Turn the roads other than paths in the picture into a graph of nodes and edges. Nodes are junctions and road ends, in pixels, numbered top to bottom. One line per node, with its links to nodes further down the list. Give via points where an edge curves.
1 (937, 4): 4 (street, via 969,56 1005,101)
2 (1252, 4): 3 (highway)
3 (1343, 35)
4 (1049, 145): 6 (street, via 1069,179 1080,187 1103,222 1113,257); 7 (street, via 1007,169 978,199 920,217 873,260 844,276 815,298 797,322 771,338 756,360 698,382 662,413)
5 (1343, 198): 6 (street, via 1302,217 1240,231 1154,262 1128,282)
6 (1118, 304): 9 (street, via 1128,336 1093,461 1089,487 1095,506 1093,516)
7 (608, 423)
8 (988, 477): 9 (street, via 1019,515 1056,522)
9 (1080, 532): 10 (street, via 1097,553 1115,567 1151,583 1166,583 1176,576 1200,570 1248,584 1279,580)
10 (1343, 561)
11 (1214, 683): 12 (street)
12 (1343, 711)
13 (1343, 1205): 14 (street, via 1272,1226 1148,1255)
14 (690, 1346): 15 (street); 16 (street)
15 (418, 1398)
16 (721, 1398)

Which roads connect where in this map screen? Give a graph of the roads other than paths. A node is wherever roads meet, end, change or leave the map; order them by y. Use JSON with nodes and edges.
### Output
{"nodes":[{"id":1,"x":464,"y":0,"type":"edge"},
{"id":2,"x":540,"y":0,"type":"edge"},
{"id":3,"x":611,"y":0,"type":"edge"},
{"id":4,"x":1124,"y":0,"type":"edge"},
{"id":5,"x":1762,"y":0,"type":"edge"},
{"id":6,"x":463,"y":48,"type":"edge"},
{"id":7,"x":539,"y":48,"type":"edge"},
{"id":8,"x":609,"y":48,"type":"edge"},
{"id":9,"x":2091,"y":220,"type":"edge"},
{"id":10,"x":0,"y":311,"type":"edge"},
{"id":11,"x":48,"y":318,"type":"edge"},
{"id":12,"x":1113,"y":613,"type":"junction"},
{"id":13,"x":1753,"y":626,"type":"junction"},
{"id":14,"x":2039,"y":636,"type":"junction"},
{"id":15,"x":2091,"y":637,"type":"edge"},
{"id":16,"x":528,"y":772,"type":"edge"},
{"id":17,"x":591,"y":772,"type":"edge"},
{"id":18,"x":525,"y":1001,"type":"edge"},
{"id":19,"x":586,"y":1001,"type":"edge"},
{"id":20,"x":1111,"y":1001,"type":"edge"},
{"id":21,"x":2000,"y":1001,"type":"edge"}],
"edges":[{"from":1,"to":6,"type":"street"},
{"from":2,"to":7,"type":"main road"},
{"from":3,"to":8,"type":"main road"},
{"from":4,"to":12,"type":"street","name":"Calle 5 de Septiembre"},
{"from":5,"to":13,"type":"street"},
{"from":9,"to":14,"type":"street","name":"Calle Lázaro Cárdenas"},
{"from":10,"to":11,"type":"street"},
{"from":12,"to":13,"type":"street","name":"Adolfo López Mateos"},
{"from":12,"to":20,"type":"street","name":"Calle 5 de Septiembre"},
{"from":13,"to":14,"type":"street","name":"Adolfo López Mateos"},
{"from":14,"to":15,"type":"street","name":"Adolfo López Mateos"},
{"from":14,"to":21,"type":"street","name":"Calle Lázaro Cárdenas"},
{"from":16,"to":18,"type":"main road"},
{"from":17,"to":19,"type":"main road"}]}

★ ★ ★ ★ ★

What is needed is an exact repetition of the lines from the first line of the records through the line containing "Which roads connect", both ends included, and nothing more.

Turn the roads other than paths in the picture into a graph of nodes and edges. Nodes are junctions and road ends, in pixels, numbered top to bottom. One line per node, with its links to nodes further down the list. Give via points where an edge curves.
1 (937, 4): 4 (street, via 969,56 1005,101)
2 (1252, 4): 3 (highway)
3 (1343, 35)
4 (1049, 145): 6 (street, via 1069,179 1080,187 1103,222 1113,257); 7 (street, via 1007,169 978,199 920,217 873,260 844,276 815,298 797,322 771,338 756,360 698,382 662,413)
5 (1343, 198): 6 (street, via 1302,217 1240,231 1154,262 1128,282)
6 (1118, 304): 9 (street, via 1128,336 1093,461 1089,487 1095,506 1093,516)
7 (608, 423)
8 (988, 477): 9 (street, via 1019,515 1056,522)
9 (1080, 532): 10 (street, via 1097,553 1115,567 1151,583 1166,583 1176,576 1200,570 1248,584 1279,580)
10 (1343, 561)
11 (1214, 683): 12 (street)
12 (1343, 711)
13 (1343, 1205): 14 (street, via 1272,1226 1148,1255)
14 (690, 1346): 15 (street); 16 (street)
15 (418, 1398)
16 (721, 1398)

Which roads connect where in this map screen? Give a graph of the roads other than paths. A node is wherever roads meet, end, change or leave the map; order them by y. Use JSON with nodes and edges.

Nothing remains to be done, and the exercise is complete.